Lance proposed that the neuroadrenergic locus ceruleus, which diffusely projects to the cerebral cortex, may be one neural network involved in the generation of migraine aura. Activation of the locus ceruleus has been implicated in the development of photophobia and phonophobia. Ultimately, the locus ceruleus and the spinal nucleus of the trigeminal nerve are influenced by the cortex and other higher structures. Functional MRI studies suggest that the red nucleus and substantia nigra may also be involved in this neural network. Cortical spreading depression (CSD) may release a variety of substances in the cortex via neuronal channel opening and parenchymal inflammatory cascades, such that suppressing these events have abolished CSD-induced trigeminal vascular activation, mast cell granulation, and headache. How aura and headache are related mechanistically remains uncertain.

Integrated theory . Presently, the precise pathophysiology of migraine remains uncertain, but a cascade of events seems likely. In summary, migraine appears to be initiated by hyperexcitability of cortical and brainstem neurons ( Fig. 19.1 ). The overactivation of these neurons may result from an underlying channelopathy seen in genetically predisposed individuals. Presumably, these hyperexcitable neurons are responsible for activating portions of the cortex (aura) and meningeal vessels (pain). The firing of these hyperexcitable neurons may be influenced by internal and external factors such as hormonal balance, food, stress, and sleep deprivation. The different symptoms observed in migraine probably reflect differential activation of cortical, brainstem, and vascular structures.

Trigeminal vascular theory of migraine headaches. Cortical hyperexcitable neurons, perhaps with an additional influence from brainstem structures, leads to activation of the trigeminovascular system. Signals reach the trigeminal nucleus caudalis in the brainstem, which in turn signals the thalamus, which innervates cortical regions, leading to the conscious sensation of headache and pain. Note activation of the trigeminal nerve afferents lead to neuropeptide release and vasodilation of dural blood vessels, which in turn leads to release of more neuropeptides, perpetuating the cycle. CGRP = calcitonin gene-related peptide, NO = nitric oxide.

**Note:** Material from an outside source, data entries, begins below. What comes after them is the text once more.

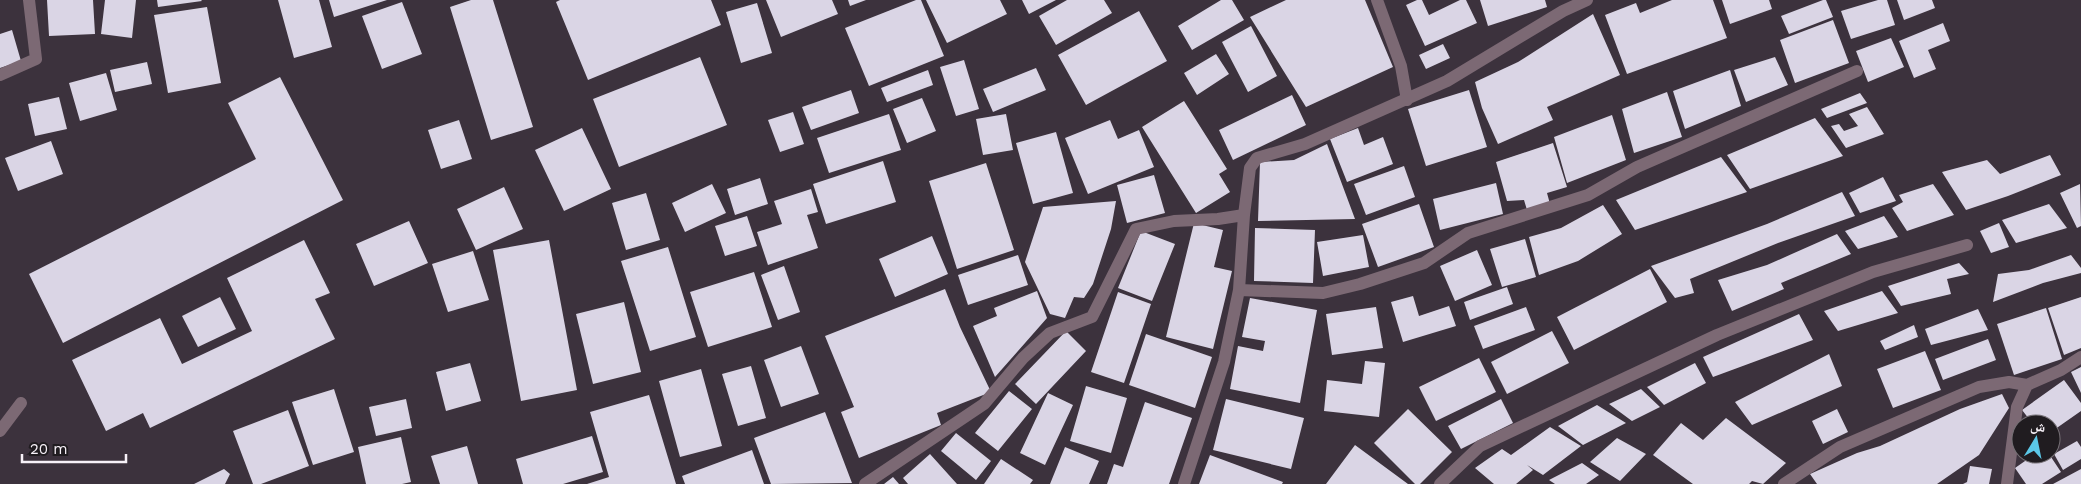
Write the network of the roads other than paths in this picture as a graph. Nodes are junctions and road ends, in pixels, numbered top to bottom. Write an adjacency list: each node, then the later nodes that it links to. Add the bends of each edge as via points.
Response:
1 (29, 0): 6 (street, via 36,59)
2 (1377, 0): 7 (street, via 1401,66)
3 (1587, 0): 4 (street)
4 (1561, 6): 7 (street, via 1447,81)
5 (1857, 71): 10 (street, via 1637,167 1588,195 1468,233 1424,263 1323,293)
6 (0, 75)
7 (1406, 100): 8 (street, via 1305,144 1257,158 1250,168)
8 (1244, 215): 10 (street); 15 (street, via 1174,221 1136,229 1092,316 1050,333 1023,358 984,404)
9 (1967, 245): 17 (street, via 1873,272 1717,335 1480,446)
10 (1239, 290): 16 (street, via 1224,362)
11 (2081, 357): 12 (street)
12 (2027, 385): 18 (street, via 2010,382 1979,387 1840,447); 19 (street, via 2017,407)
13 (21, 403): 14 (street)
14 (0, 431)
15 (865, 484)
16 (1184, 484)
17 (1440, 484)
18 (1784, 484)
19 (2007, 484)

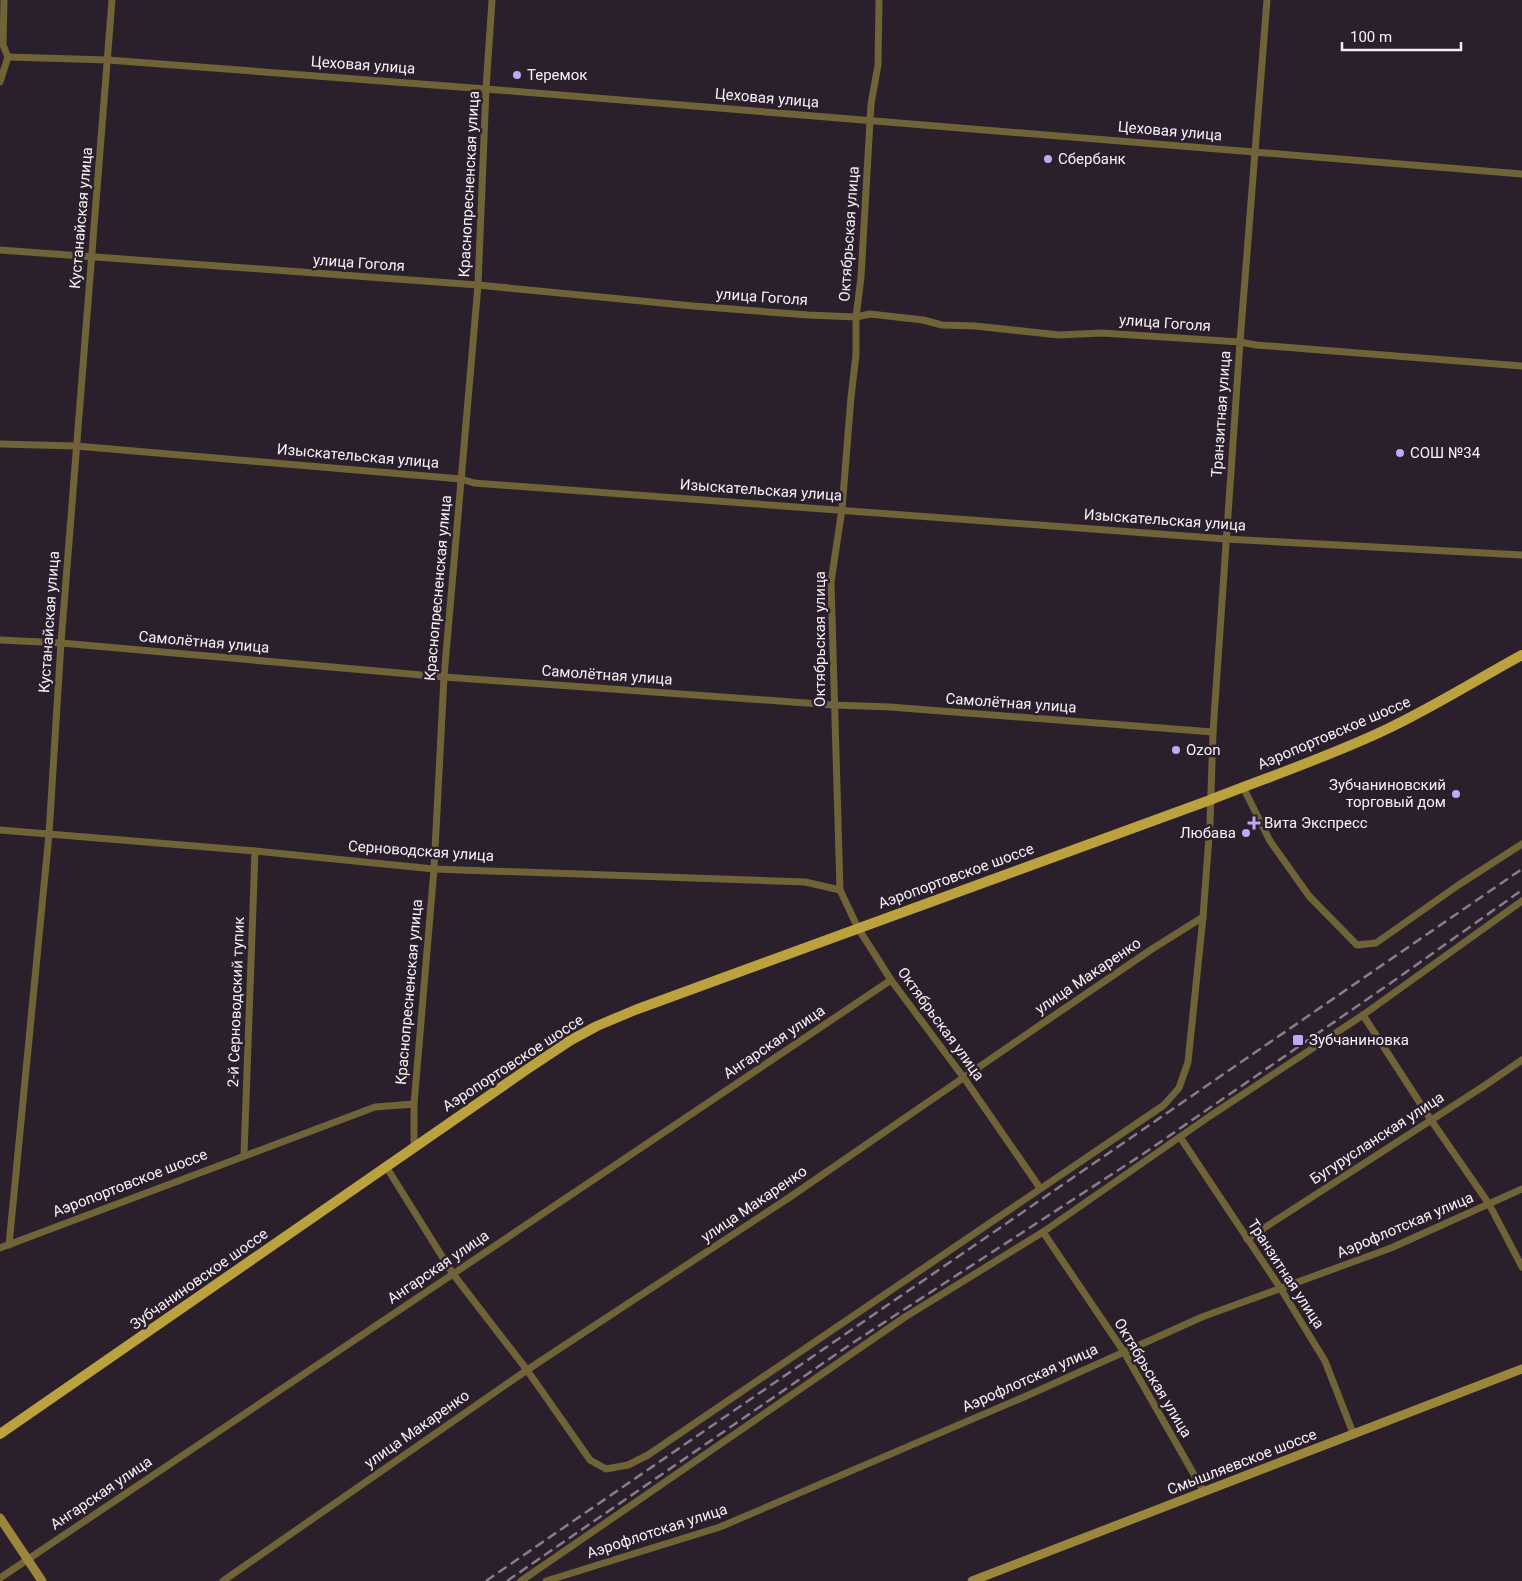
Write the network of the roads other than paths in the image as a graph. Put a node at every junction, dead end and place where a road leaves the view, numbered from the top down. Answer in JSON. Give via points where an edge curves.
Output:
{"nodes":[{"id":1,"x":4,"y":0,"type":"edge"},
{"id":2,"x":112,"y":0,"type":"edge"},
{"id":3,"x":492,"y":0,"type":"edge"},
{"id":4,"x":879,"y":0,"type":"edge"},
{"id":5,"x":1267,"y":0,"type":"edge"},
{"id":6,"x":1,"y":45,"type":"edge"},
{"id":7,"x":8,"y":57,"type":"junction"},
{"id":8,"x":108,"y":60,"type":"junction"},
{"id":9,"x":0,"y":82,"type":"edge"},
{"id":10,"x":486,"y":88,"type":"junction"},
{"id":11,"x":870,"y":120,"type":"junction"},
{"id":12,"x":1256,"y":152,"type":"junction"},
{"id":13,"x":1522,"y":174,"type":"edge"},
{"id":14,"x":0,"y":250,"type":"edge"},
{"id":15,"x":91,"y":258,"type":"junction"},
{"id":16,"x":478,"y":285,"type":"junction"},
{"id":17,"x":856,"y":317,"type":"junction"},
{"id":18,"x":1240,"y":342,"type":"junction"},
{"id":19,"x":1522,"y":366,"type":"edge"},
{"id":20,"x":0,"y":444,"type":"edge"},
{"id":21,"x":76,"y":446,"type":"junction"},
{"id":22,"x":461,"y":479,"type":"junction"},
{"id":23,"x":842,"y":509,"type":"junction"},
{"id":24,"x":1226,"y":539,"type":"junction"},
{"id":25,"x":1522,"y":556,"type":"edge"},
{"id":26,"x":0,"y":640,"type":"edge"},
{"id":27,"x":61,"y":643,"type":"junction"},
{"id":28,"x":1522,"y":655,"type":"edge"},
{"id":29,"x":444,"y":676,"type":"junction"},
{"id":30,"x":834,"y":705,"type":"junction"},
{"id":31,"x":1213,"y":732,"type":"junction"},
{"id":32,"x":1243,"y":787,"type":"junction"},
{"id":33,"x":1210,"y":800,"type":"junction"},
{"id":34,"x":0,"y":830,"type":"edge"},
{"id":35,"x":49,"y":834,"type":"junction"},
{"id":36,"x":1522,"y":844,"type":"edge"},
{"id":37,"x":255,"y":851,"type":"junction"},
{"id":38,"x":434,"y":869,"type":"junction"},
{"id":39,"x":840,"y":890,"type":"junction"},
{"id":40,"x":1522,"y":901,"type":"edge"},
{"id":41,"x":1203,"y":917,"type":"junction"},
{"id":42,"x":858,"y":928,"type":"junction"},
{"id":43,"x":890,"y":980,"type":"junction"},
{"id":44,"x":1364,"y":1015,"type":"junction"},
{"id":45,"x":1522,"y":1060,"type":"edge"},
{"id":46,"x":964,"y":1078,"type":"junction"},
{"id":47,"x":414,"y":1104,"type":"junction"},
{"id":48,"x":1431,"y":1120,"type":"junction"},
{"id":49,"x":1180,"y":1137,"type":"junction"},
{"id":50,"x":414,"y":1148,"type":"junction"},
{"id":51,"x":244,"y":1155,"type":"junction"},
{"id":52,"x":386,"y":1168,"type":"junction"},
{"id":53,"x":1040,"y":1188,"type":"junction"},
{"id":54,"x":1522,"y":1189,"type":"edge"},
{"id":55,"x":1489,"y":1204,"type":"junction"},
{"id":56,"x":1043,"y":1232,"type":"junction"},
{"id":57,"x":1247,"y":1239,"type":"junction"},
{"id":58,"x":9,"y":1245,"type":"junction"},
{"id":59,"x":0,"y":1248,"type":"edge"},
{"id":60,"x":1522,"y":1267,"type":"edge"},
{"id":61,"x":453,"y":1274,"type":"junction"},
{"id":62,"x":1281,"y":1289,"type":"junction"},
{"id":63,"x":1124,"y":1352,"type":"junction"},
{"id":64,"x":1522,"y":1369,"type":"edge"},
{"id":65,"x":527,"y":1370,"type":"junction"},
{"id":66,"x":0,"y":1434,"type":"edge"},
{"id":67,"x":1353,"y":1434,"type":"junction"},
{"id":68,"x":1204,"y":1492,"type":"junction"},
{"id":69,"x":0,"y":1518,"type":"edge"},
{"id":70,"x":27,"y":1559,"type":"junction"},
{"id":71,"x":0,"y":1578,"type":"edge"},
{"id":72,"x":42,"y":1581,"type":"edge"},
{"id":73,"x":223,"y":1581,"type":"edge"},
{"id":74,"x":521,"y":1581,"type":"edge"},
{"id":75,"x":546,"y":1581,"type":"edge"},
{"id":76,"x":972,"y":1581,"type":"edge"}],
"edges":[{"from":1,"to":6,"type":"street"},
{"from":2,"to":8,"type":"street","name":"Кустанайская улица"},
{"from":3,"to":10,"type":"street","name":"Краснопресненская улица"},
{"from":4,"to":11,"type":"street","name":"Октябрьская улица","via":[[878,66]]},
{"from":5,"to":12,"type":"street","name":"Транзитная улица"},
{"from":6,"to":7,"type":"street"},
{"from":7,"to":8,"type":"street","name":"Цеховая улица"},
{"from":7,"to":9,"type":"street"},
{"from":8,"to":10,"type":"street","name":"Цеховая улица"},
{"from":8,"to":15,"type":"street","name":"Кустанайская улица"},
{"from":10,"to":11,"type":"street","name":"Цеховая улица"},
{"from":10,"to":16,"type":"street","name":"Краснопресненская улица"},
{"from":11,"to":12,"type":"street","name":"Цеховая улица"},
{"from":11,"to":17,"type":"street","name":"Октябрьская улица"},
{"from":12,"to":13,"type":"street","name":"Цеховая улица"},
{"from":12,"to":18,"type":"street","name":"Транзитная улица"},
{"from":14,"to":15,"type":"street","name":"улица Гоголя"},
{"from":15,"to":16,"type":"street","name":"улица Гоголя"},
{"from":15,"to":21,"type":"street","name":"Кустанайская улица"},
{"from":16,"to":17,"type":"street","name":"улица Гоголя","via":[[693,306]]},
{"from":16,"to":22,"type":"street","name":"Краснопресненская улица"},
{"from":17,"to":18,"type":"street","name":"улица Гоголя","via":[[870,314],[923,320],[942,326],[975,326],[1059,335],[1102,333]]},
{"from":17,"to":23,"type":"street","name":"Октябрьская улица","via":[[856,355]]},
{"from":18,"to":19,"type":"street","name":"улица Гоголя"},
{"from":18,"to":24,"type":"street","name":"Транзитная улица"},
{"from":20,"to":21,"type":"street","name":"Изыскательская улица"},
{"from":21,"to":22,"type":"street","name":"Изыскательская улица"},
{"from":21,"to":27,"type":"street","name":"Кустанайская улица"},
{"from":22,"to":23,"type":"street","name":"Изыскательская улица","via":[[474,483]]},
{"from":22,"to":29,"type":"street","name":"Краснопресненская улица"},
{"from":23,"to":24,"type":"street","name":"Изыскательская улица"},
{"from":23,"to":30,"type":"street","name":"Октябрьская улица","via":[[831,582]]},
{"from":24,"to":25,"type":"street","name":"Изыскательская улица"},
{"from":24,"to":31,"type":"street","name":"Транзитная улица"},
{"from":26,"to":27,"type":"street","name":"Самолётная улица"},
{"from":27,"to":29,"type":"street","name":"Самолётная улица"},
{"from":27,"to":35,"type":"street","name":"Кустанайская улица"},
{"from":28,"to":32,"type":"main road","name":"Аэропортовское шоссе","via":[[1384,731]]},
{"from":29,"to":30,"type":"street","name":"Самолётная улица"},
{"from":29,"to":38,"type":"street","name":"Краснопресненская улица"},
{"from":30,"to":31,"type":"street","name":"Самолётная улица"},
{"from":30,"to":39,"type":"street","name":"Октябрьская улица"},
{"from":31,"to":33,"type":"street","name":"Транзитная улица"},
{"from":32,"to":33,"type":"main road","name":"Аэропортовское шоссе"},
{"from":32,"to":36,"type":"street","via":[[1270,841],[1310,896],[1357,945],[1376,943]]},
{"from":33,"to":41,"type":"street"},
{"from":33,"to":42,"type":"main road","name":"Аэропортовское шоссе"},
{"from":34,"to":35,"type":"street","name":"Серноводская улица"},
{"from":35,"to":37,"type":"street","name":"Серноводская улица"},
{"from":35,"to":58,"type":"street","name":"Кустанайская улица"},
{"from":37,"to":38,"type":"street","name":"Серноводская улица"},
{"from":37,"to":51,"type":"street","name":"2-й Серноводский тупик"},
{"from":38,"to":39,"type":"street","name":"Серноводская улица","via":[[805,882]]},
{"from":38,"to":47,"type":"street","name":"Краснопресненская улица"},
{"from":39,"to":42,"type":"street","name":"Октябрьская улица"},
{"from":40,"to":44,"type":"street"},
{"from":41,"to":46,"type":"street","name":"улица Макаренко"},
{"from":41,"to":53,"type":"street","via":[[1188,1062],[1179,1088],[1164,1105]]},
{"from":42,"to":43,"type":"street","name":"Октябрьская улица"},
{"from":42,"to":50,"type":"main road","name":"Аэропортовское шоссе","via":[[597,1026],[571,1040]]},
{"from":43,"to":46,"type":"street","name":"Октябрьская улица"},
{"from":43,"to":61,"type":"street","name":"Ангарская улица"},
{"from":44,"to":48,"type":"street"},
{"from":44,"to":49,"type":"street"},
{"from":45,"to":48,"type":"street","name":"Бугурусланская улица"},
{"from":46,"to":53,"type":"street","name":"Октябрьская улица"},
{"from":46,"to":65,"type":"street","name":"улица Макаренко"},
{"from":47,"to":50,"type":"street","name":"Краснопресненская улица"},
{"from":47,"to":51,"type":"street","name":"Аэропортовское шоссе","via":[[376,1107]]},
{"from":48,"to":55,"type":"street"},
{"from":48,"to":57,"type":"street","name":"Бугурусланская улица"},
{"from":49,"to":56,"type":"street"},
{"from":49,"to":57,"type":"street","name":"Транзитная улица"},
{"from":50,"to":52,"type":"main road","name":"Зубчаниновское шоссе"},
{"from":51,"to":58,"type":"street","name":"Аэропортовское шоссе"},
{"from":52,"to":61,"type":"street"},
{"from":52,"to":66,"type":"main road","name":"Зубчаниновское шоссе"},
{"from":53,"to":65,"type":"street","via":[[648,1455],[628,1465],[606,1468],[590,1460]]},
{"from":54,"to":55,"type":"street","name":"Аэрофлотская улица"},
{"from":55,"to":60,"type":"street"},
{"from":55,"to":62,"type":"street","name":"Аэрофлотская улица","via":[[1391,1248]]},
{"from":56,"to":63,"type":"street","name":"Октябрьская улица"},
{"from":56,"to":74,"type":"street","via":[[904,1317]]},
{"from":57,"to":62,"type":"street","name":"Транзитная улица"},
{"from":58,"to":59,"type":"street","name":"Аэропортовское шоссе"},
{"from":61,"to":65,"type":"street"},
{"from":61,"to":70,"type":"street","name":"Ангарская улица"},
{"from":62,"to":63,"type":"street","name":"Аэрофлотская улица","via":[[1202,1317]]},
{"from":62,"to":67,"type":"street","name":"Транзитная улица","via":[[1325,1361]]},
{"from":63,"to":68,"type":"street","name":"Октябрьская улица"},
{"from":63,"to":75,"type":"street","name":"Аэрофлотская улица","via":[[720,1527]]},
{"from":64,"to":67,"type":"street","name":"Смышляевское шоссе"},
{"from":65,"to":73,"type":"street","name":"улица Макаренко"},
{"from":67,"to":68,"type":"street","name":"Смышляевское шоссе"},
{"from":68,"to":76,"type":"street","name":"Смышляевское шоссе"},
{"from":69,"to":70,"type":"street"},
{"from":70,"to":71,"type":"street","name":"Ангарская улица"},
{"from":70,"to":72,"type":"street"}]}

In some patients, the migraine process persists, and central sensitization occurs. Continued peripheral sensory input can lead to sensitization of central (second order) trigeminovascular neurons and third-order neurons in the thalamus. The centrally based pain neurons may continue to propagate pain impulses even in the absence of further input from the peripheral trigeminal neurons. Clinically, the patient may develop cutaneous allodynia, during which normally nonpainful tactile stimuli become painful. Such patients may experience localized pain with routine activities such as wearing eyeglasses, combing hair, or taking a shower. In this stage, the patient’s pain may be refractory to triptan therapy. Chronic migraine may result from repeated episodes of cutaneous allodynia.

Symptoms and Signs

A variety of factors may provoke migraine, including menstruation, change in sleep patterns, hunger, stress, certain foods, odors, and even the type of lighting. Hours to days before the onset of migraine, the patient may experience prodromal symptoms manifesting as mood swings, food cravings, anorexia, fluid retention, or urinary frequency.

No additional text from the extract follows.